_PROBLEM DESCRIPTION_
Locate each line in the records containing "dead". Copy it.

_Data extracted from a collection_
◇ ◇ ◇ ◇

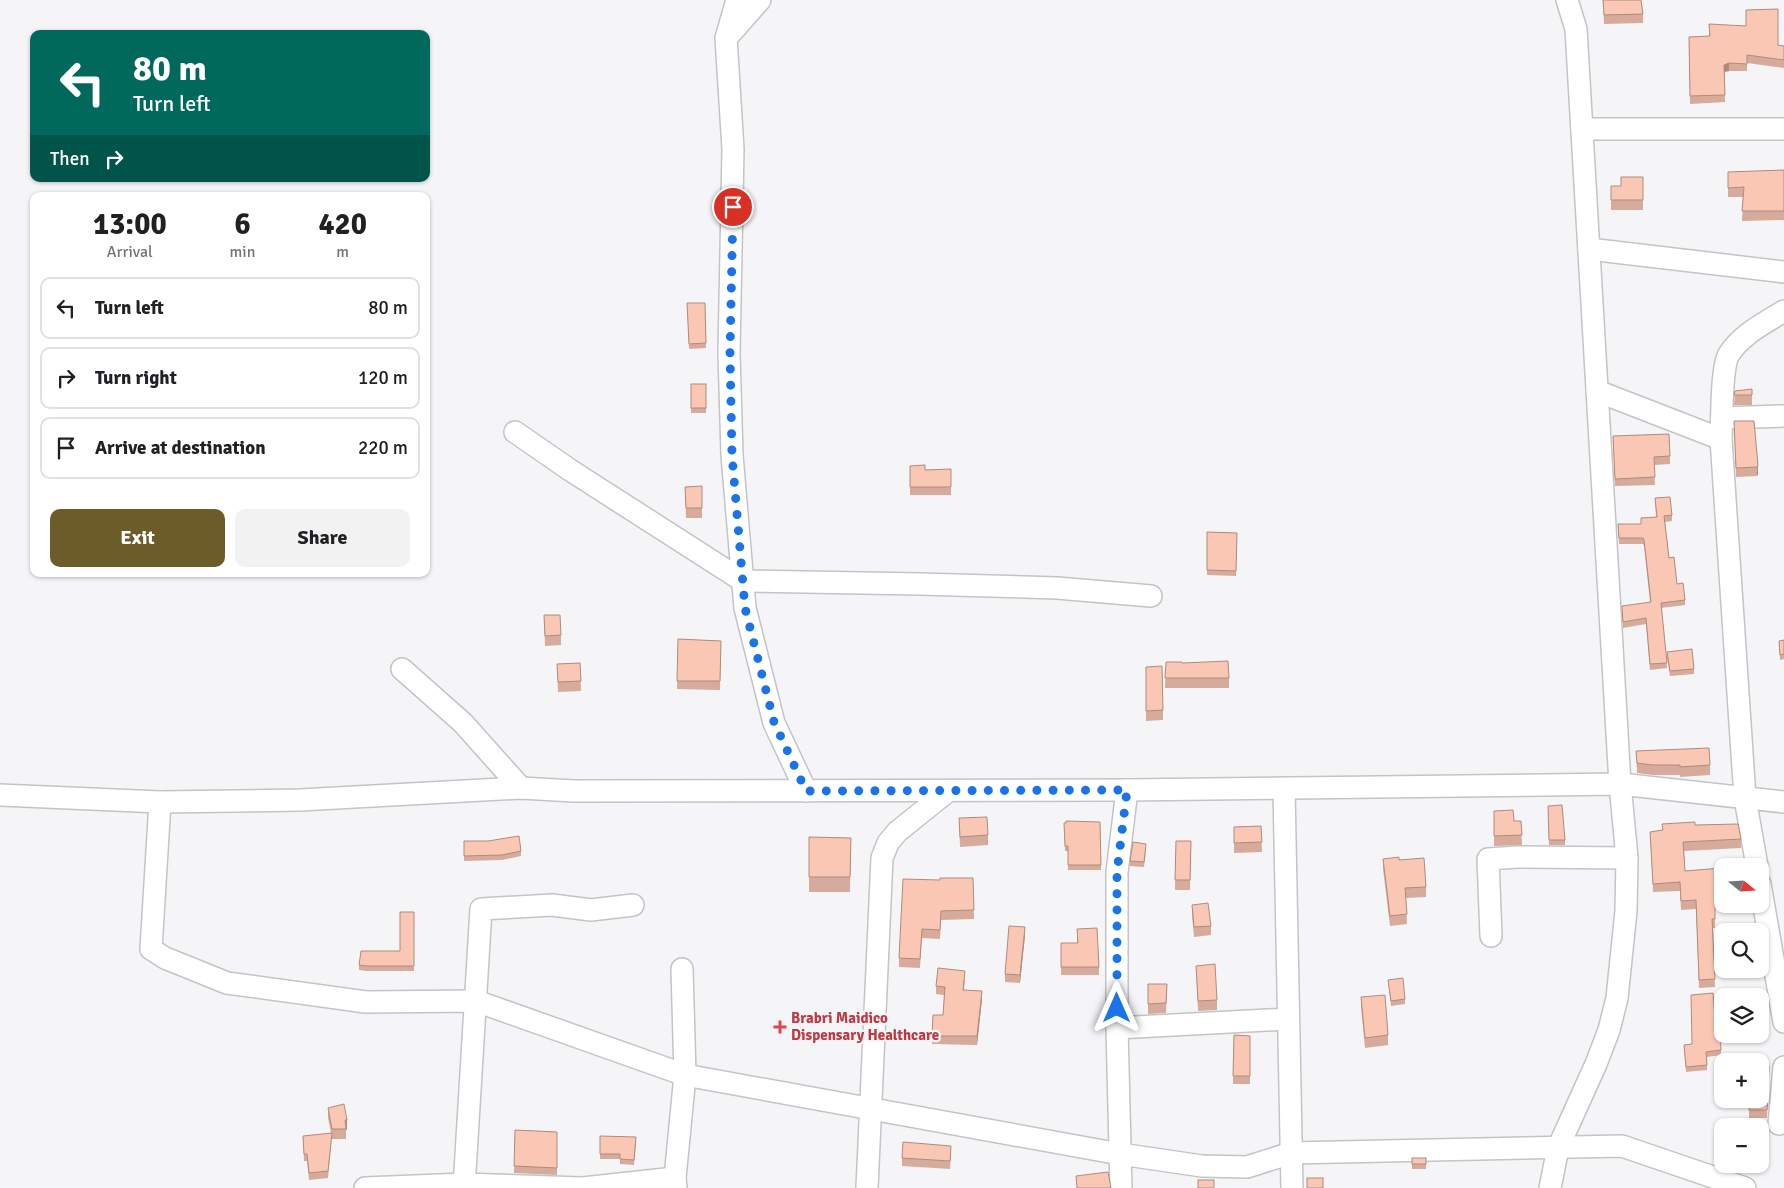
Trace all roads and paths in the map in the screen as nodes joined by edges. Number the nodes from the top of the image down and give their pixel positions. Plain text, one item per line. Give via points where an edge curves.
1 (736, 0) edge
2 (760, 0) edge
3 (1567, 0) edge
4 (726, 38) junction
5 (1582, 129) junction
6 (1784, 129) edge
7 (1589, 249) junction
8 (1784, 272) edge
9 (1784, 311) edge
10 (1597, 391) junction
11 (1784, 416) edge
12 (1722, 418) junction
13 (515, 432) dead end
14 (1721, 439) junction
15 (743, 581) junction
16 (1151, 596) dead end
17 (402, 670) dead end
18 (1620, 784) junction
19 (521, 788) junction
20 (1284, 789) junction
21 (1127, 790) junction
22 (806, 791) junction
23 (948, 791) junction
24 (0, 795) edge
25 (1745, 798) junction
26 (160, 802) junction
27 (1784, 802) edge
28 (1627, 858) junction
29 (1756, 858) edge
30 (634, 905) dead end
31 (1765, 913) edge
32 (1491, 936) dead end
33 (682, 969) dead end
34 (476, 1001) junction
35 (1288, 1019) junction
36 (1784, 1022) edge
37 (1117, 1028) junction
38 (1784, 1067) edge
39 (685, 1075) junction
40 (870, 1108) junction
41 (1779, 1124) dead end
42 (1558, 1148) junction
43 (1290, 1153) junction
44 (1120, 1154) junction
45 (675, 1183) edge
46 (464, 1186) edge
47 (365, 1188) edge
48 (582, 1188) edge
49 (867, 1188) edge
50 (1120, 1188) edge
51 (1292, 1188) edge
52 (1550, 1188) edge
53 (1745, 1188) edge

1 - 4 street
2 - 4 street
3 - 5 street via 1576,29
4 - 15 street via 733,149 732,455
5 - 6 street
5 - 7 street
7 - 8 street
7 - 10 street
9 - 12 street via 1743,338 1728,355
10 - 14 street
10 - 18 street
11 - 12 street
12 - 14 street
13 - 15 street
14 - 25 street
15 - 16 street via 1057,588
15 - 22 street via 745,608 774,722
17 - 19 street via 463,723
18 - 20 street
18 - 25 street
18 - 28 street
19 - 22 street via 574,792
19 - 26 street via 300,800
20 - 21 street
20 - 35 street
21 - 23 street
21 - 37 street via 1117,872
22 - 23 street
23 - 40 street via 897,832 882,858
24 - 26 street
25 - 27 street
25 - 29 street
26 - 34 street via 152,949 165,958 227,983 366,1002
28 - 32 street via 1488,859
28 - 42 street via 1618,998 1596,1064
30 - 34 street via 591,910 552,905 481,909
31 - 36 street
33 - 39 street
34 - 39 street
34 - 46 street
35 - 37 street
35 - 43 street
37 - 44 street
38 - 41 street
39 - 40 street
39 - 45 street
40 - 44 street
40 - 49 street
42 - 43 street
42 - 52 street
42 - 53 street via 1622,1146
43 - 44 street via 1247,1167 1202,1166
43 - 51 street
44 - 50 street
45 - 48 street
46 - 47 street
46 - 48 street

◇ ◇ ◇ ◇

_ANSWER TO THIS EXERCISE_
13 (515, 432) dead end
16 (1151, 596) dead end
17 (402, 670) dead end
30 (634, 905) dead end
32 (1491, 936) dead end
33 (682, 969) dead end
41 (1779, 1124) dead end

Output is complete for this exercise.